> _What is needed_: Bring together every line in the data that includes "nodes".

> _Task input_:
⟨

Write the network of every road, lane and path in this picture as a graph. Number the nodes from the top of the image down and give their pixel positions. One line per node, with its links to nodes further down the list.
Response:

⟩
⟨

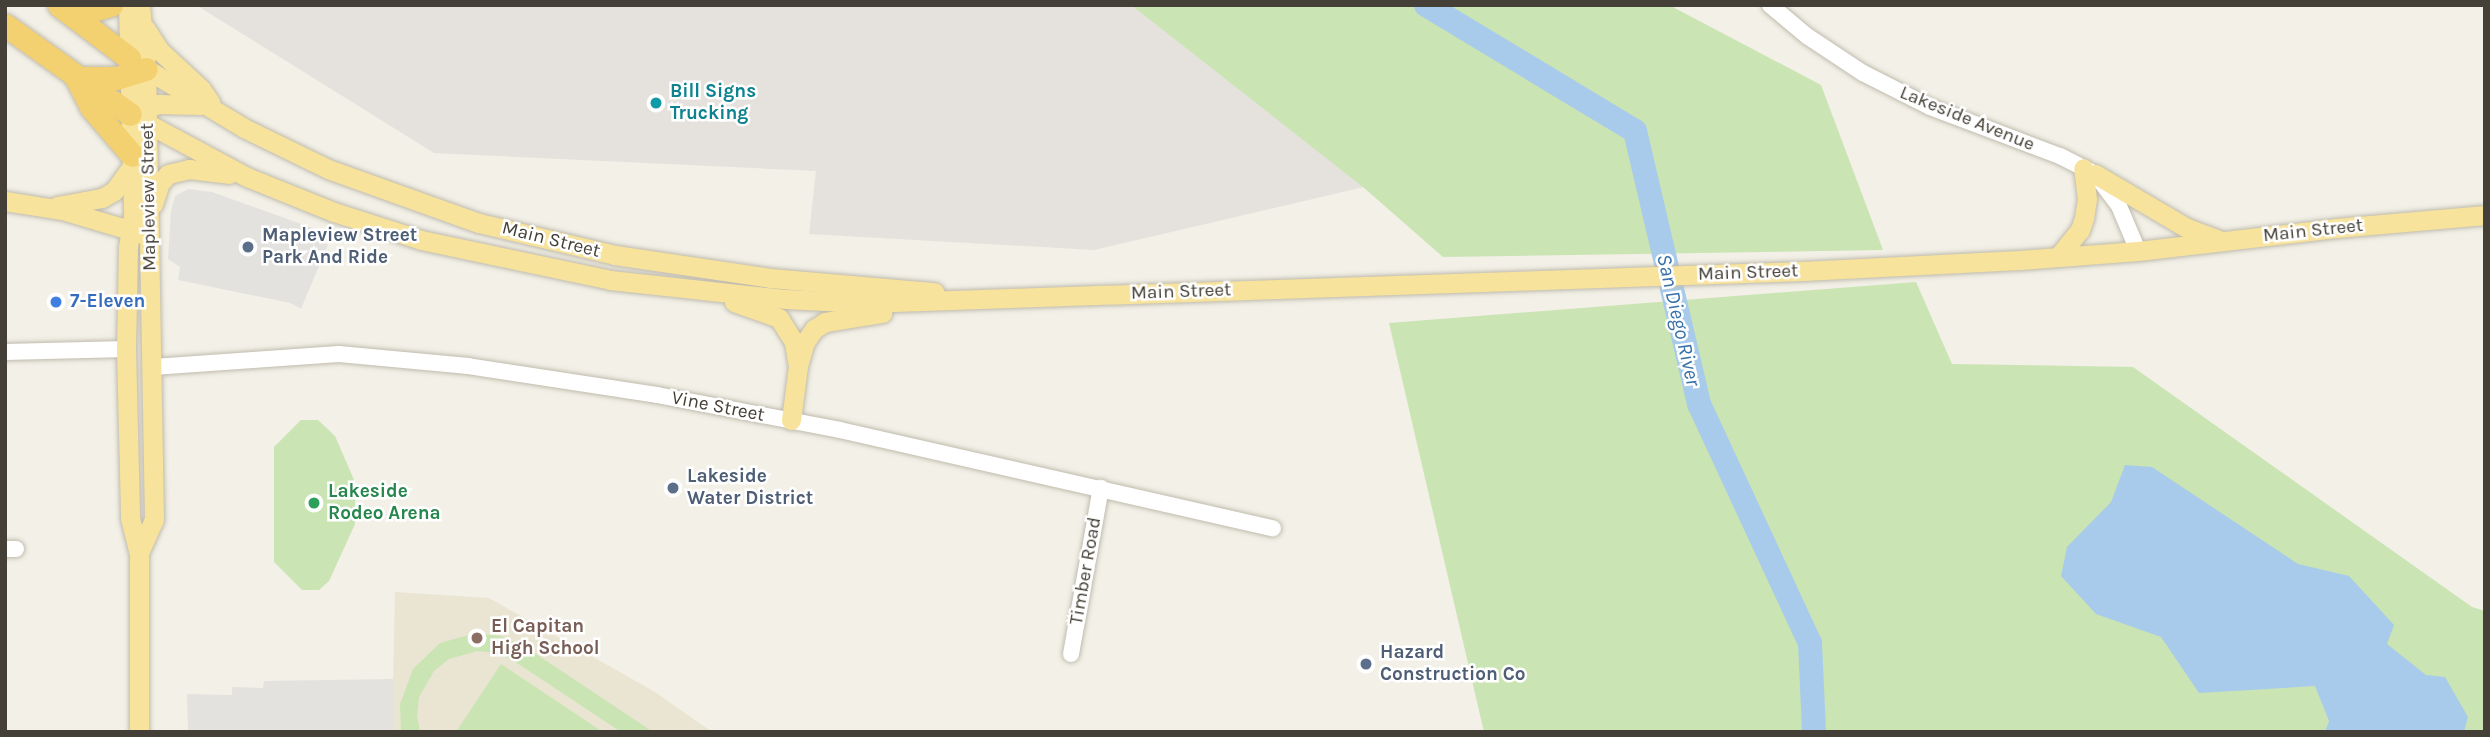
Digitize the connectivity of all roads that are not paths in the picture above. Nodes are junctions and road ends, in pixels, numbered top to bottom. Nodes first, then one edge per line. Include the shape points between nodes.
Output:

⟩

> _Expected answer_:
Write the network of every road, lane and path in this picture as a graph. Number the nodes from the top of the image down and give their pixel positions. One line per node, with its links to nodes further down the list.
Digitize the connectivity of all roads that are not paths in the picture above. Nodes are junctions and road ends, in pixels, numbered top to bottom. Nodes first, then one edge per line. Include the shape points between nodes.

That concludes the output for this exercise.